▸ Task brief: Reproduce every entry in the listing without alteration.

▸ Data extract:
<<<<
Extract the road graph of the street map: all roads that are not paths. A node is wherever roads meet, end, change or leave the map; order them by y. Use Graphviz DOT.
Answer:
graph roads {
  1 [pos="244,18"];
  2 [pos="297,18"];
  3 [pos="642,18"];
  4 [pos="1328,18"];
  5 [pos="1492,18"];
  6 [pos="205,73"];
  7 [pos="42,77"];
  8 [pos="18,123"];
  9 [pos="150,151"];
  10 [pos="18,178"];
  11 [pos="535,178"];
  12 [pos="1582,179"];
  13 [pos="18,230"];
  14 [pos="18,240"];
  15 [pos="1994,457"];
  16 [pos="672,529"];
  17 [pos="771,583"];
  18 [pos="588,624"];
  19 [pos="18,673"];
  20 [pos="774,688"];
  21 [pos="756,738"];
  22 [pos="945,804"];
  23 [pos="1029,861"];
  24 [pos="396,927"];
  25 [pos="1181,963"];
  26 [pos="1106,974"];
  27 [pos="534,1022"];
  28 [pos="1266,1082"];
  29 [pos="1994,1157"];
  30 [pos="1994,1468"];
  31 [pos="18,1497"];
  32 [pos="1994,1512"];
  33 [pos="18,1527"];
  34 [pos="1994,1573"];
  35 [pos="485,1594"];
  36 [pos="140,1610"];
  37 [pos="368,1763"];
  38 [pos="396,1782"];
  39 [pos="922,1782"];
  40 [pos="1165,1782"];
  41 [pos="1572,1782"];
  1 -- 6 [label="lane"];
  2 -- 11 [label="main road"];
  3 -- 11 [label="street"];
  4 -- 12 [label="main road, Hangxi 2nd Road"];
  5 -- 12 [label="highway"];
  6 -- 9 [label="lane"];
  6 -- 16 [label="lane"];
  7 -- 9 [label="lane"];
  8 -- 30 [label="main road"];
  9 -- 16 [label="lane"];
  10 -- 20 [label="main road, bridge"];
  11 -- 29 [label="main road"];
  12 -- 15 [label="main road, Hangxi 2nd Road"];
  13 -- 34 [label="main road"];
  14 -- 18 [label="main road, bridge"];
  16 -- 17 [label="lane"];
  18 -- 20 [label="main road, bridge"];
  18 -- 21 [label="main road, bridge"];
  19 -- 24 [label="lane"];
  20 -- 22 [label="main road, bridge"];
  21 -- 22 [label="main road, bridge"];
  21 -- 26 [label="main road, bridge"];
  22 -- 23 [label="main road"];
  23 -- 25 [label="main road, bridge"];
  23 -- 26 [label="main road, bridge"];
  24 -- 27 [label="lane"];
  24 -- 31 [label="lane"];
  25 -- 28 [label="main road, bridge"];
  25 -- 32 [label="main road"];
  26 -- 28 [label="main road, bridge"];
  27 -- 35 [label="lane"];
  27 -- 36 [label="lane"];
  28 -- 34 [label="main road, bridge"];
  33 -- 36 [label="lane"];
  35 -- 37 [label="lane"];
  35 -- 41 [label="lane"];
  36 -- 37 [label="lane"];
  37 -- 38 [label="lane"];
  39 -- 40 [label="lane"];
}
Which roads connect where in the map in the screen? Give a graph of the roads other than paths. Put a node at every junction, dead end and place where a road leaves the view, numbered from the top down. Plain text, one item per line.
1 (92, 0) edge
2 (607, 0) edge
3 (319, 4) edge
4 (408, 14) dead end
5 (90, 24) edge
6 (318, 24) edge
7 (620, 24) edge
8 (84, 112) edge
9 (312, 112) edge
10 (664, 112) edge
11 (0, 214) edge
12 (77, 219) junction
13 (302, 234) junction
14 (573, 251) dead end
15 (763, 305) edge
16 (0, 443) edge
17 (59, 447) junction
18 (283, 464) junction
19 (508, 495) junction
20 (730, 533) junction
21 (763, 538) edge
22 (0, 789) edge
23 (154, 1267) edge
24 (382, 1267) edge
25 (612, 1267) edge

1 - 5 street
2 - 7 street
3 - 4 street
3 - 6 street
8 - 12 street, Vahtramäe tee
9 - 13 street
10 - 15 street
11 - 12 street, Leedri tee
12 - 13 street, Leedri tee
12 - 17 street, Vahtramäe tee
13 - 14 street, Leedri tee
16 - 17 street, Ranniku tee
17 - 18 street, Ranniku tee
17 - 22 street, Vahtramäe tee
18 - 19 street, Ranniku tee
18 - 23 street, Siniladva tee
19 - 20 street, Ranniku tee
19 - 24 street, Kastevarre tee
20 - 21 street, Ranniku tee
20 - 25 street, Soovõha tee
>>>>
▸ Solution for this exercise:
Extract the road graph of the street map: all roads that are not paths. A node is wherever roads meet, end, change or leave the map; order them by y. Use Graphviz DOT.
Answer:
graph roads {
  1 [pos="244,18"];
  2 [pos="297,18"];
  3 [pos="642,18"];
  4 [pos="1328,18"];
  5 [pos="1492,18"];
  6 [pos="205,73"];
  7 [pos="42,77"];
  8 [pos="18,123"];
  9 [pos="150,151"];
  10 [pos="18,178"];
  11 [pos="535,178"];
  12 [pos="1582,179"];
  13 [pos="18,230"];
  14 [pos="18,240"];
  15 [pos="1994,457"];
  16 [pos="672,529"];
  17 [pos="771,583"];
  18 [pos="588,624"];
  19 [pos="18,673"];
  20 [pos="774,688"];
  21 [pos="756,738"];
  22 [pos="945,804"];
  23 [pos="1029,861"];
  24 [pos="396,927"];
  25 [pos="1181,963"];
  26 [pos="1106,974"];
  27 [pos="534,1022"];
  28 [pos="1266,1082"];
  29 [pos="1994,1157"];
  30 [pos="1994,1468"];
  31 [pos="18,1497"];
  32 [pos="1994,1512"];
  33 [pos="18,1527"];
  34 [pos="1994,1573"];
  35 [pos="485,1594"];
  36 [pos="140,1610"];
  37 [pos="368,1763"];
  38 [pos="396,1782"];
  39 [pos="922,1782"];
  40 [pos="1165,1782"];
  41 [pos="1572,1782"];
  1 -- 6 [label="lane"];
  2 -- 11 [label="main road"];
  3 -- 11 [label="street"];
  4 -- 12 [label="main road, Hangxi 2nd Road"];
  5 -- 12 [label="highway"];
  6 -- 9 [label="lane"];
  6 -- 16 [label="lane"];
  7 -- 9 [label="lane"];
  8 -- 30 [label="main road"];
  9 -- 16 [label="lane"];
  10 -- 20 [label="main road, bridge"];
  11 -- 29 [label="main road"];
  12 -- 15 [label="main road, Hangxi 2nd Road"];
  13 -- 34 [label="main road"];
  14 -- 18 [label="main road, bridge"];
  16 -- 17 [label="lane"];
  18 -- 20 [label="main road, bridge"];
  18 -- 21 [label="main road, bridge"];
  19 -- 24 [label="lane"];
  20 -- 22 [label="main road, bridge"];
  21 -- 22 [label="main road, bridge"];
  21 -- 26 [label="main road, bridge"];
  22 -- 23 [label="main road"];
  23 -- 25 [label="main road, bridge"];
  23 -- 26 [label="main road, bridge"];
  24 -- 27 [label="lane"];
  24 -- 31 [label="lane"];
  25 -- 28 [label="main road, bridge"];
  25 -- 32 [label="main road"];
  26 -- 28 [label="main road, bridge"];
  27 -- 35 [label="lane"];
  27 -- 36 [label="lane"];
  28 -- 34 [label="main road, bridge"];
  33 -- 36 [label="lane"];
  35 -- 37 [label="lane"];
  35 -- 41 [label="lane"];
  36 -- 37 [label="lane"];
  37 -- 38 [label="lane"];
  39 -- 40 [label="lane"];
}
Which roads connect where in the map in the screen? Give a graph of the roads other than paths. Put a node at every junction, dead end and place where a road leaves the view, numbered from the top down. Plain text, one item per line.
1 (92, 0) edge
2 (607, 0) edge
3 (319, 4) edge
4 (408, 14) dead end
5 (90, 24) edge
6 (318, 24) edge
7 (620, 24) edge
8 (84, 112) edge
9 (312, 112) edge
10 (664, 112) edge
11 (0, 214) edge
12 (77, 219) junction
13 (302, 234) junction
14 (573, 251) dead end
15 (763, 305) edge
16 (0, 443) edge
17 (59, 447) junction
18 (283, 464) junction
19 (508, 495) junction
20 (730, 533) junction
21 (763, 538) edge
22 (0, 789) edge
23 (154, 1267) edge
24 (382, 1267) edge
25 (612, 1267) edge

1 - 5 street
2 - 7 street
3 - 4 street
3 - 6 street
8 - 12 street, Vahtramäe tee
9 - 13 street
10 - 15 street
11 - 12 street, Leedri tee
12 - 13 street, Leedri tee
12 - 17 street, Vahtramäe tee
13 - 14 street, Leedri tee
16 - 17 street, Ranniku tee
17 - 18 street, Ranniku tee
17 - 22 street, Vahtramäe tee
18 - 19 street, Ranniku tee
18 - 23 street, Siniladva tee
19 - 20 street, Ranniku tee
19 - 24 street, Kastevarre tee
20 - 21 street, Ranniku tee
20 - 25 street, Soovõha tee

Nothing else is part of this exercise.